ENTRIES SUPPLIED ▸
....

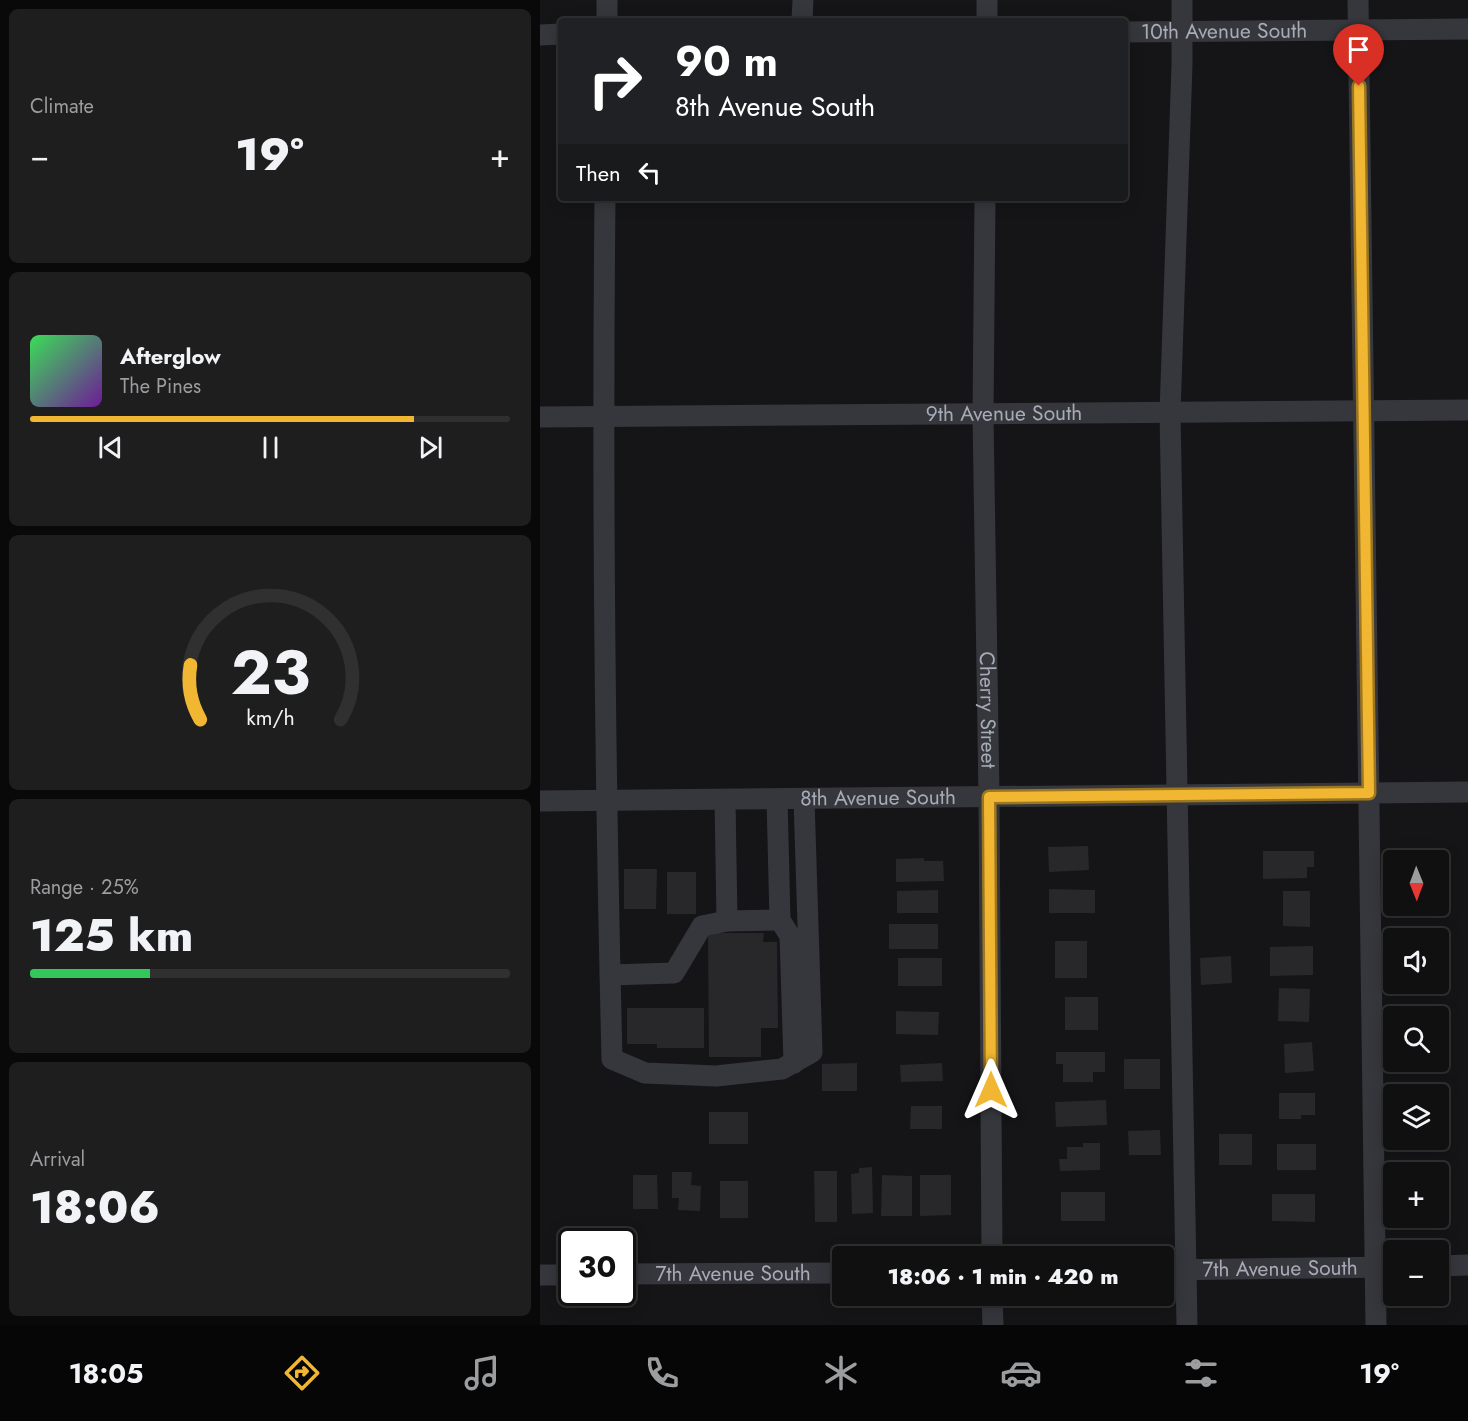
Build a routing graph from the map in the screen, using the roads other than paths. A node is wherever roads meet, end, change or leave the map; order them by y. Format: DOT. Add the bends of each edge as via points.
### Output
graph roads {
  1 [pos="607,0"];
  2 [pos="803,0"];
  3 [pos="987,0"];
  4 [pos="1182,0"];
  5 [pos="1358,0"];
  6 [pos="607,18"];
  7 [pos="802,18"];
  8 [pos="987,18"];
  9 [pos="1468,29"];
  10 [pos="1359,31"];
  11 [pos="1128,32"];
  12 [pos="1183,33"];
  13 [pos="558,34"];
  14 [pos="540,35"];
  15 [pos="605,201"];
  16 [pos="985,201"];
  17 [pos="1468,410"];
  18 [pos="1363,411"];
  19 [pos="1170,413"];
  20 [pos="983,415"];
  21 [pos="540,417"];
  22 [pos="603,417"];
  23 [pos="1468,792"];
  24 [pos="1369,793"];
  25 [pos="1178,795"];
  26 [pos="989,797"];
  27 [pos="777,799"];
  28 [pos="804,799"];
  29 [pos="725,800"];
  30 [pos="540,801"];
  31 [pos="606,801"];
  32 [pos="780,920"];
  33 [pos="727,921"];
  34 [pos="610,975"];
  35 [pos="794,1063"];
  36 [pos="1383,1240"];
  37 [pos="992,1246"];
  38 [pos="1468,1265"];
  39 [pos="1449,1266"];
  40 [pos="1383,1267"];
  41 [pos="1186,1269"];
  42 [pos="1174,1270"];
  43 [pos="832,1273"];
  44 [pos="636,1274"];
  45 [pos="540,1275"];
  46 [pos="558,1275"];
  47 [pos="1383,1275"];
  48 [pos="992,1306"];
  49 [pos="993,1325"];
  50 [pos="1187,1325"];
  51 [pos="1377,1325"];
  1 -- 6 [label="street"];
  2 -- 7 [label="street"];
  3 -- 8 [label="street"];
  4 -- 12 [label="street"];
  5 -- 10 [label="street"];
  9 -- 10 [label="street, 10th Avenue South"];
  10 -- 12 [label="street, 10th Avenue South"];
  10 -- 18 [label="street"];
  11 -- 12 [label="street, 10th Avenue South"];
  12 -- 19 [label="street"];
  13 -- 14 [label="street"];
  15 -- 22 [label="street"];
  16 -- 20 [label="street, Cherry Street"];
  17 -- 18 [label="street, 9th Avenue South"];
  18 -- 19 [label="street, 9th Avenue South"];
  18 -- 24 [label="street"];
  19 -- 20 [label="street, 9th Avenue South"];
  19 -- 25 [label="street"];
  20 -- 22 [label="street, 9th Avenue South"];
  20 -- 26 [label="street, Cherry Street"];
  21 -- 22 [label="street, 9th Avenue South"];
  22 -- 31 [label="street"];
  23 -- 24 [label="street, 8th Avenue South"];
  24 -- 25 [label="street, 8th Avenue South"];
  24 -- 36 [label="street"];
  25 -- 26 [label="street, 8th Avenue South"];
  25 -- 41 [label="street"];
  26 -- 28 [label="street, 8th Avenue South"];
  26 -- 37 [label="street, Cherry Street"];
  27 -- 28 [label="street, 8th Avenue South"];
  27 -- 29 [label="street, 8th Avenue South"];
  27 -- 32 [label="street"];
  28 -- 35 [label="street" via="812,1052"];
  29 -- 31 [label="street, 8th Avenue South"];
  29 -- 33 [label="street"];
  30 -- 31 [label="street, 8th Avenue South"];
  31 -- 34 [label="street"];
  32 -- 33 [label="street"];
  32 -- 35 [label="street" via="790,936"];
  33 -- 34 [label="street" via="702,926 674,973"];
  34 -- 35 [label="street" via="612,1059 645,1073 716,1076 783,1069"];
  38 -- 39 [label="street"];
  40 -- 41 [label="street, 7th Avenue South"];
  41 -- 42 [label="street, 7th Avenue South"];
  41 -- 50 [label="street"];
  43 -- 44 [label="street, 7th Avenue South"];
  45 -- 46 [label="street"];
  47 -- 51 [label="street"];
  48 -- 49 [label="street"];
}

....

PROBLEM REQUIREMENTS ▸
Except for the pictures, copy the material above exactly.

RESPONSE TO THIS EXERCISE ▸
Build a routing graph from the map in the screen, using the roads other than paths. A node is wherever roads meet, end, change or leave the map; order them by y. Format: DOT. Add the bends of each edge as via points.
### Output
graph roads {
  1 [pos="607,0"];
  2 [pos="803,0"];
  3 [pos="987,0"];
  4 [pos="1182,0"];
  5 [pos="1358,0"];
  6 [pos="607,18"];
  7 [pos="802,18"];
  8 [pos="987,18"];
  9 [pos="1468,29"];
  10 [pos="1359,31"];
  11 [pos="1128,32"];
  12 [pos="1183,33"];
  13 [pos="558,34"];
  14 [pos="540,35"];
  15 [pos="605,201"];
  16 [pos="985,201"];
  17 [pos="1468,410"];
  18 [pos="1363,411"];
  19 [pos="1170,413"];
  20 [pos="983,415"];
  21 [pos="540,417"];
  22 [pos="603,417"];
  23 [pos="1468,792"];
  24 [pos="1369,793"];
  25 [pos="1178,795"];
  26 [pos="989,797"];
  27 [pos="777,799"];
  28 [pos="804,799"];
  29 [pos="725,800"];
  30 [pos="540,801"];
  31 [pos="606,801"];
  32 [pos="780,920"];
  33 [pos="727,921"];
  34 [pos="610,975"];
  35 [pos="794,1063"];
  36 [pos="1383,1240"];
  37 [pos="992,1246"];
  38 [pos="1468,1265"];
  39 [pos="1449,1266"];
  40 [pos="1383,1267"];
  41 [pos="1186,1269"];
  42 [pos="1174,1270"];
  43 [pos="832,1273"];
  44 [pos="636,1274"];
  45 [pos="540,1275"];
  46 [pos="558,1275"];
  47 [pos="1383,1275"];
  48 [pos="992,1306"];
  49 [pos="993,1325"];
  50 [pos="1187,1325"];
  51 [pos="1377,1325"];
  1 -- 6 [label="street"];
  2 -- 7 [label="street"];
  3 -- 8 [label="street"];
  4 -- 12 [label="street"];
  5 -- 10 [label="street"];
  9 -- 10 [label="street, 10th Avenue South"];
  10 -- 12 [label="street, 10th Avenue South"];
  10 -- 18 [label="street"];
  11 -- 12 [label="street, 10th Avenue South"];
  12 -- 19 [label="street"];
  13 -- 14 [label="street"];
  15 -- 22 [label="street"];
  16 -- 20 [label="street, Cherry Street"];
  17 -- 18 [label="street, 9th Avenue South"];
  18 -- 19 [label="street, 9th Avenue South"];
  18 -- 24 [label="street"];
  19 -- 20 [label="street, 9th Avenue South"];
  19 -- 25 [label="street"];
  20 -- 22 [label="street, 9th Avenue South"];
  20 -- 26 [label="street, Cherry Street"];
  21 -- 22 [label="street, 9th Avenue South"];
  22 -- 31 [label="street"];
  23 -- 24 [label="street, 8th Avenue South"];
  24 -- 25 [label="street, 8th Avenue South"];
  24 -- 36 [label="street"];
  25 -- 26 [label="street, 8th Avenue South"];
  25 -- 41 [label="street"];
  26 -- 28 [label="street, 8th Avenue South"];
  26 -- 37 [label="street, Cherry Street"];
  27 -- 28 [label="street, 8th Avenue South"];
  27 -- 29 [label="street, 8th Avenue South"];
  27 -- 32 [label="street"];
  28 -- 35 [label="street" via="812,1052"];
  29 -- 31 [label="street, 8th Avenue South"];
  29 -- 33 [label="street"];
  30 -- 31 [label="street, 8th Avenue South"];
  31 -- 34 [label="street"];
  32 -- 33 [label="street"];
  32 -- 35 [label="street" via="790,936"];
  33 -- 34 [label="street" via="702,926 674,973"];
  34 -- 35 [label="street" via="612,1059 645,1073 716,1076 783,1069"];
  38 -- 39 [label="street"];
  40 -- 41 [label="street, 7th Avenue South"];
  41 -- 42 [label="street, 7th Avenue South"];
  41 -- 50 [label="street"];
  43 -- 44 [label="street, 7th Avenue South"];
  45 -- 46 [label="street"];
  47 -- 51 [label="street"];
  48 -- 49 [label="street"];
}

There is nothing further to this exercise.